Inputnmx: Convert a Life-table Mortality Rate Function into a...
In jschoeley/pash: Pace-Shape Analysis of Life-tables

Description Usage Arguments Value nx handling nax handling Source Examples

Given an age vector and corresponding mortality rates a complete life-table is calculated and a pace-shape object constructed.

1 2	Inputnmx(x, nmx, nax = "udd", nx = "auto", last_open = FALSE, time_unit = "years")

`x`	Start of the age interval.
`nmx`	Mortality rate in age interval [x, x+nx).
`nax`	Subject-time alive in [x, x+n) for those who die in same interval (either numeric scalar, numeric vector or one of `c("udd", "cfm")`).
`nx`	Width of age interval [x, x+n) (either numeric scalar, numeric vector or `"auto"`).
`last_open`	Is the last age group open (TRUE) or closed (FALSE, default)?
`time_unit`	The unit of the ages (by default "years").

A pace-shape object.

For nx you may provide either a numeric scalar, a numeric vector, or let the function determine the width for you ("auto", default). A scalar will be recycled for each age group. A vector must be as long as the age vector and allows you to specify the width of each age group separately. By default, the width of the age groups are calculated from differencing the age vector. If the last age group is supposed to be open make sure that the last value of your nx vector is NA. Should the last age group be closed, the width of the last age group is assumed to be equal to the width of the preceeding age group.

nax may be provided as either a numeric scalar, a numeric vector, or calculated via the uniform distribution of deaths (udd) method (default) or the constant force of mortality assumption (option cfm).

The (udd) method assumes a linear decline of the l(x) function over the width of an age group, implying that those who die in that age group die on average halfway into it (also known as the "midpoint" assumption):

nax = n/2 (see Preston et al. 2001, p. 46)
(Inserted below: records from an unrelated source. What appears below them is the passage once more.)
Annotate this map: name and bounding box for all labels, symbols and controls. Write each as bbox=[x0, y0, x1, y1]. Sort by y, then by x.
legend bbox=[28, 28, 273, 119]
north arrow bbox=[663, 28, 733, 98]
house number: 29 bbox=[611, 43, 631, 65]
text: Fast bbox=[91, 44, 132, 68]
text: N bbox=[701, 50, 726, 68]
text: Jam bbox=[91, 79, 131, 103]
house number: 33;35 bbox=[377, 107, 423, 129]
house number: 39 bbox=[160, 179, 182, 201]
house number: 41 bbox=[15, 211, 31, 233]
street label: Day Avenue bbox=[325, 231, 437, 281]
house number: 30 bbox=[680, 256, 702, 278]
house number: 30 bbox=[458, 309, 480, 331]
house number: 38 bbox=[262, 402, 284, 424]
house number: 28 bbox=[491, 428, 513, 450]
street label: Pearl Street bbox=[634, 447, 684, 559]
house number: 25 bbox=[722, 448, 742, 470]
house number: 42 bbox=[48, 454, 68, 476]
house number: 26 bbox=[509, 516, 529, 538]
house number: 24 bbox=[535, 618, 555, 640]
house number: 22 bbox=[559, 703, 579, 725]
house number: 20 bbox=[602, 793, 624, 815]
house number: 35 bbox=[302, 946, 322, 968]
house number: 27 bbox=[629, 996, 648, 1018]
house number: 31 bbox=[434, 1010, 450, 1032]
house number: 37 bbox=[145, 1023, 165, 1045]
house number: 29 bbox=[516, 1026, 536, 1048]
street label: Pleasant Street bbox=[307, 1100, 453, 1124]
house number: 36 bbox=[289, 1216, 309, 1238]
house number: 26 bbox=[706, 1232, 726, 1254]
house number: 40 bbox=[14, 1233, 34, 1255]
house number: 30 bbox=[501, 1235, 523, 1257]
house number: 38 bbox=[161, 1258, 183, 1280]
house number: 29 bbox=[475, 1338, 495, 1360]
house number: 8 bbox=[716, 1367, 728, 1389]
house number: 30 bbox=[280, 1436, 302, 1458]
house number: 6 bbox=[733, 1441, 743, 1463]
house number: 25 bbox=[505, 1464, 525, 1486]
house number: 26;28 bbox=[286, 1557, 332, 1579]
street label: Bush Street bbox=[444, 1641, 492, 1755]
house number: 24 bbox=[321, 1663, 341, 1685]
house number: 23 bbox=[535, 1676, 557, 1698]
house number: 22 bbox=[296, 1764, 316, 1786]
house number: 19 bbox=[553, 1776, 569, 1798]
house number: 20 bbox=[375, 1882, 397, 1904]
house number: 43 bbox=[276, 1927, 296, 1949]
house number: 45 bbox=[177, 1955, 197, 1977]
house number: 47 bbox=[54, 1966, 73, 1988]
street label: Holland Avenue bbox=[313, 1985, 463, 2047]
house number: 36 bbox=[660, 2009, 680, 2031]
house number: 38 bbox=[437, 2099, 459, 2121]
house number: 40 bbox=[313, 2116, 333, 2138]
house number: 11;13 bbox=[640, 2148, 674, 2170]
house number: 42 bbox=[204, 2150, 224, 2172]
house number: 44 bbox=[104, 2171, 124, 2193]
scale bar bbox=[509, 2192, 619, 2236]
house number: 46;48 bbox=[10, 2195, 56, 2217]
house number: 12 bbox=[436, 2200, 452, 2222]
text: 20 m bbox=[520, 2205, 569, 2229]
Assuming the mortality rate during age interval [x, x+n) to be constant (cfm method) implies an exponentially declining l(x) function within [x, x+n) and will produce nax values smaller than those calculated via the udd method. Preston et al. (2001, p. 46) provide an expression for nax given the assumption of constant mortality. Restating this expression in terms of nqx and npx leads to:

nax = -n/nqx - n/log(npx) + n

Preston, Samuel H., Patrick Heuveline, and Michel Guillot (2001). Demography: Measuring and modeling population processes. Oxford: Blackwell.